Try it
Your answer should consist of each line below that contains the string "roads".

□ □ □ □ □ □ □

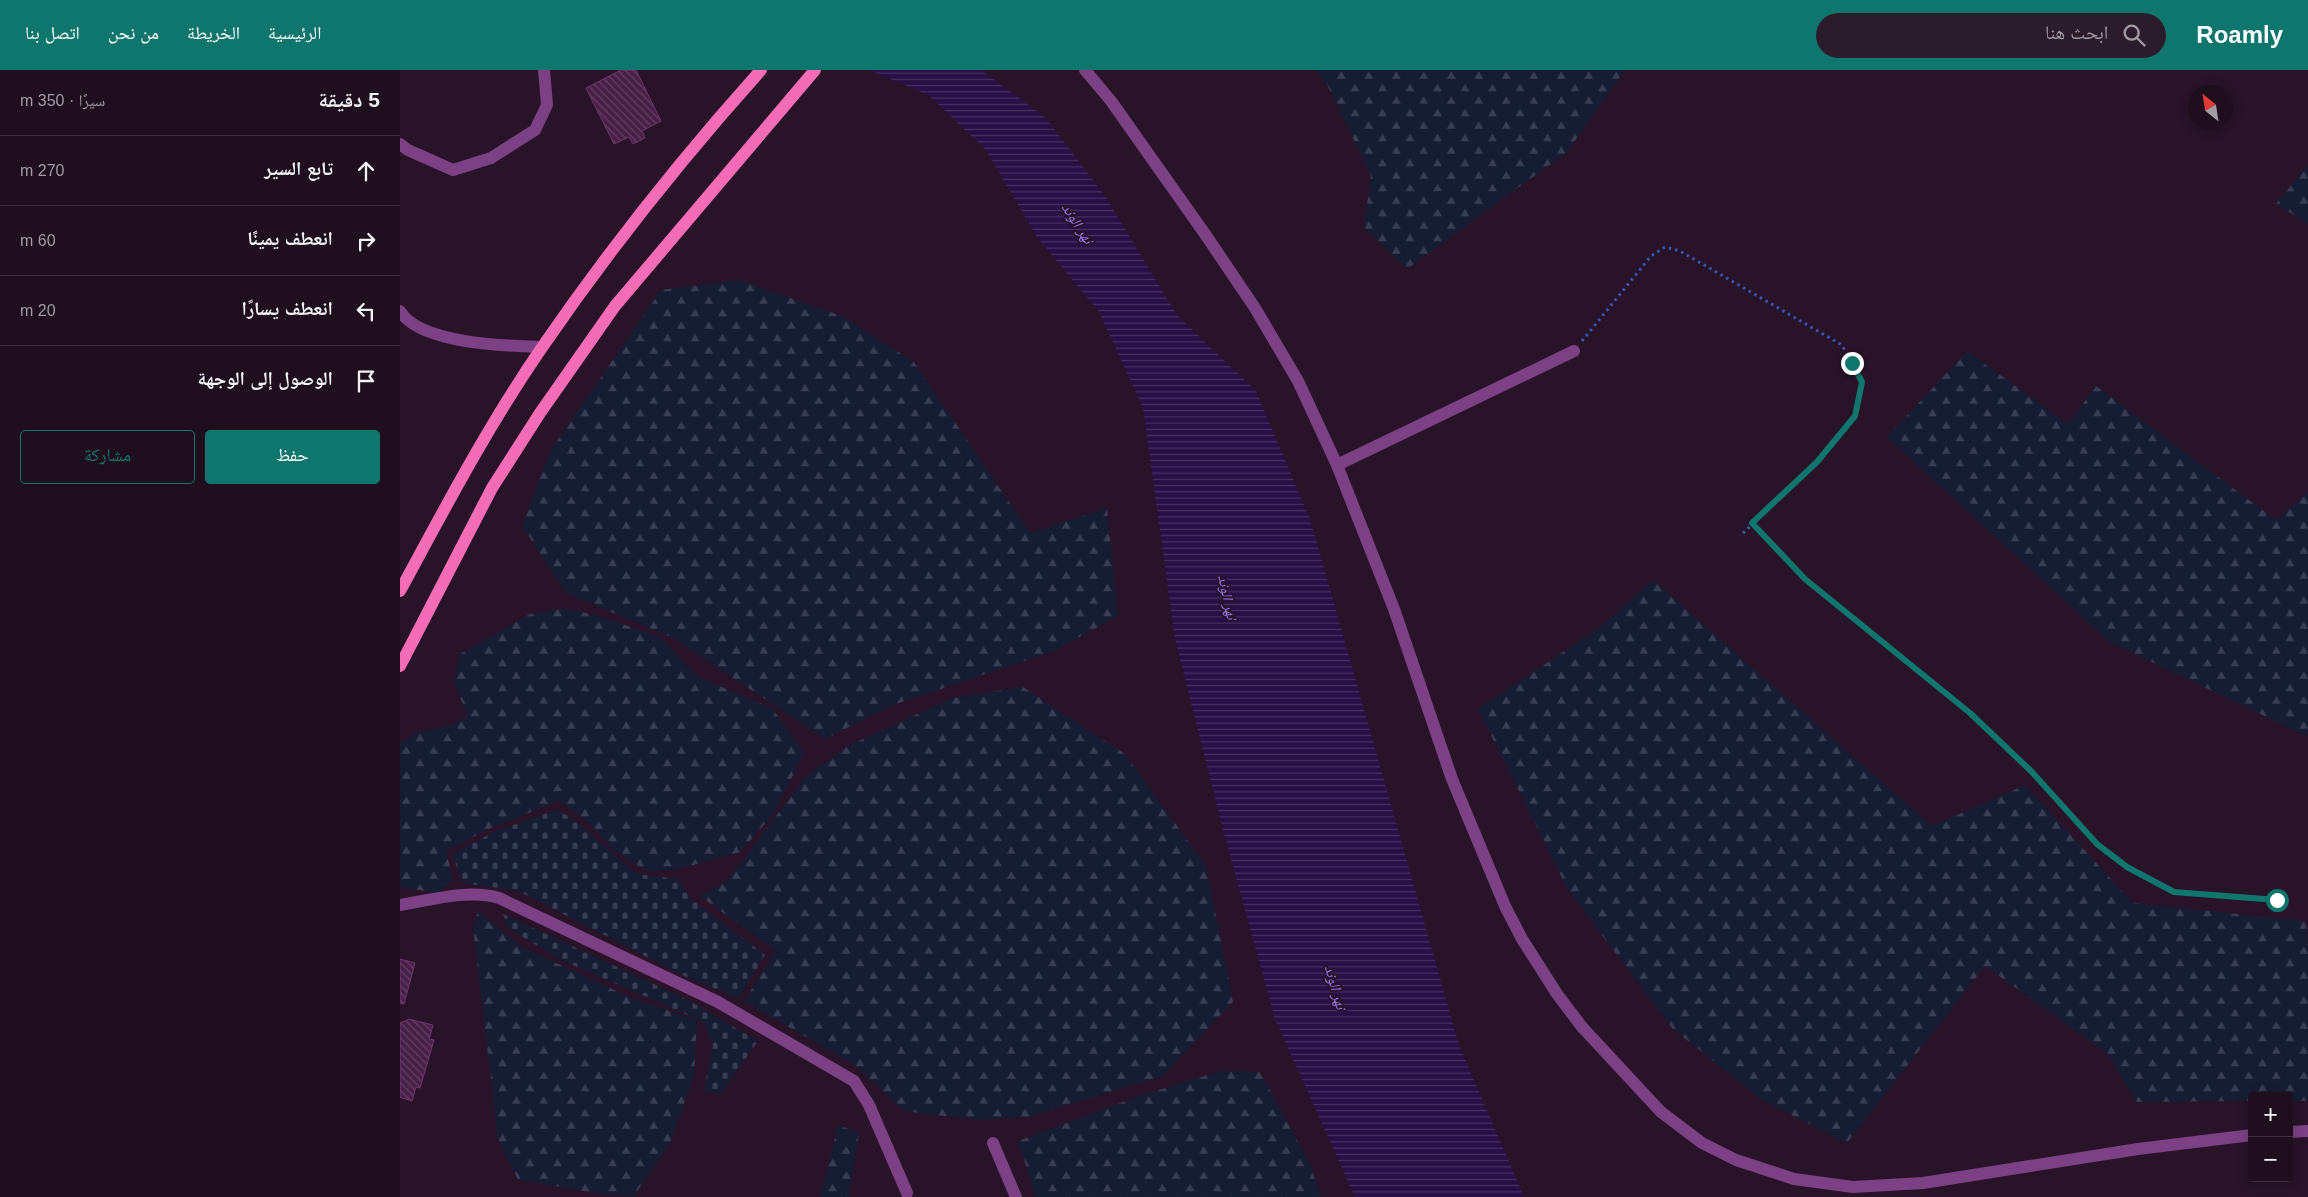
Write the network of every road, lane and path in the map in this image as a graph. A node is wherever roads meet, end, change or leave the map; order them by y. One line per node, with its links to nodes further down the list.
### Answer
1 (544, 70): 7 (street)
2 (761, 70): 9 (main road)
3 (815, 70): 15 (main road)
4 (1085, 70): 6 (street)
5 (1096, 70): 6 (street)
6 (1111, 101): 11 (street)
7 (402, 152)
8 (400, 311): 9 (street)
9 (542, 347): 14 (main road)
10 (1574, 351): 11 (street); 12 (path)
11 (1337, 465): 20 (street)
12 (1752, 523): 13 (path); 16 (path)
13 (1740, 536)
14 (400, 592)
15 (400, 666)
16 (2277, 900)
17 (400, 905): 22 (street)
18 (2308, 1131): 19 (street)
19 (2293, 1132)
20 (2248, 1136)
21 (993, 1143): 23 (street)
22 (907, 1193)
23 (1016, 1197)

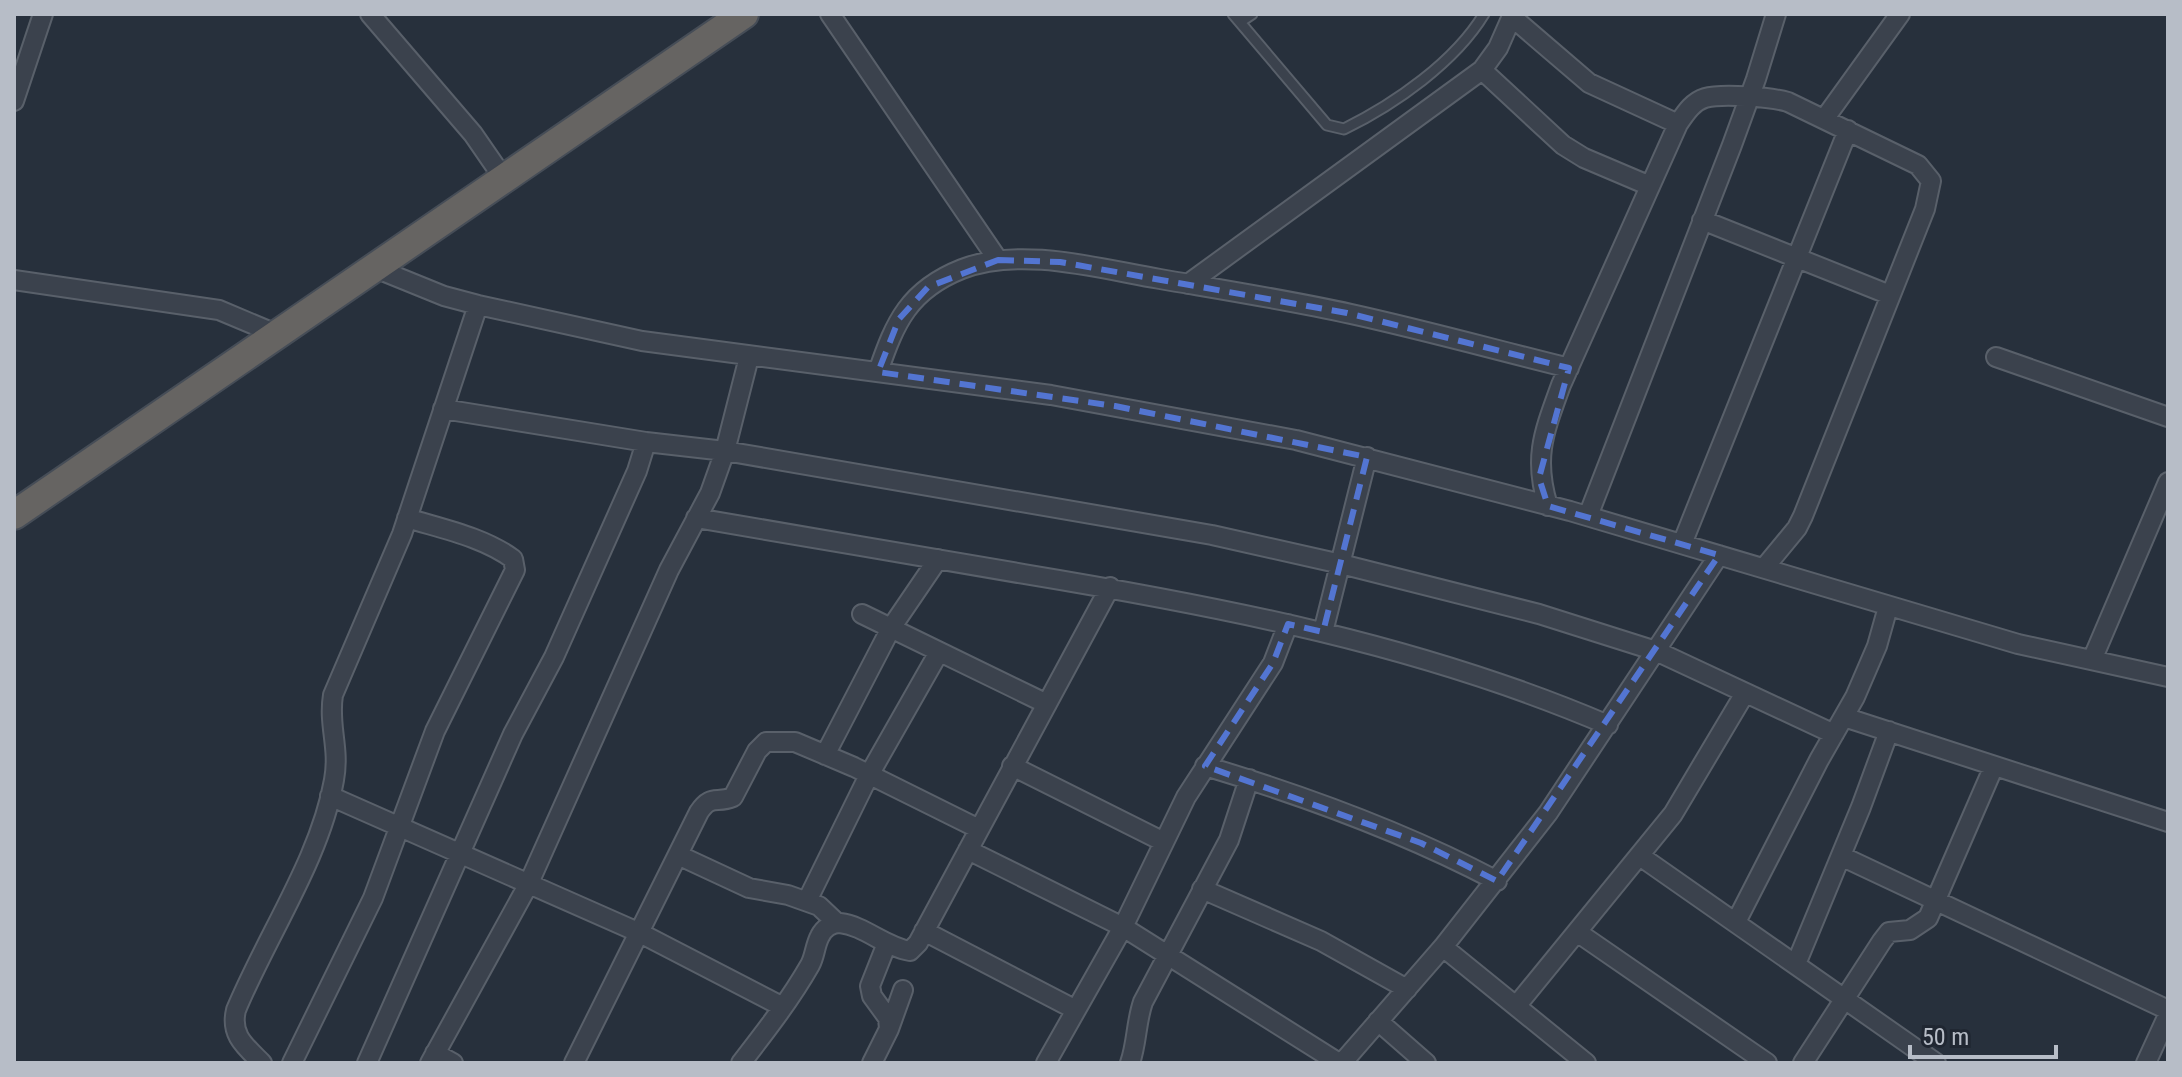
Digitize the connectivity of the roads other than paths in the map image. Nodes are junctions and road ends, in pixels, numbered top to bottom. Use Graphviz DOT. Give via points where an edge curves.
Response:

□ □ □ □ □ □ □

Result
Write the network of every road, lane and path in the map in this image as a graph. A node is wherever roads meet, end, change or leave the map; order them by y. One line per node, with its links to nodes further down the list.
Digitize the connectivity of the roads other than paths in the map image. Nodes are junctions and road ends, in pixels, numbered top to bottom. Use Graphviz DOT. Give via points where an edge curves.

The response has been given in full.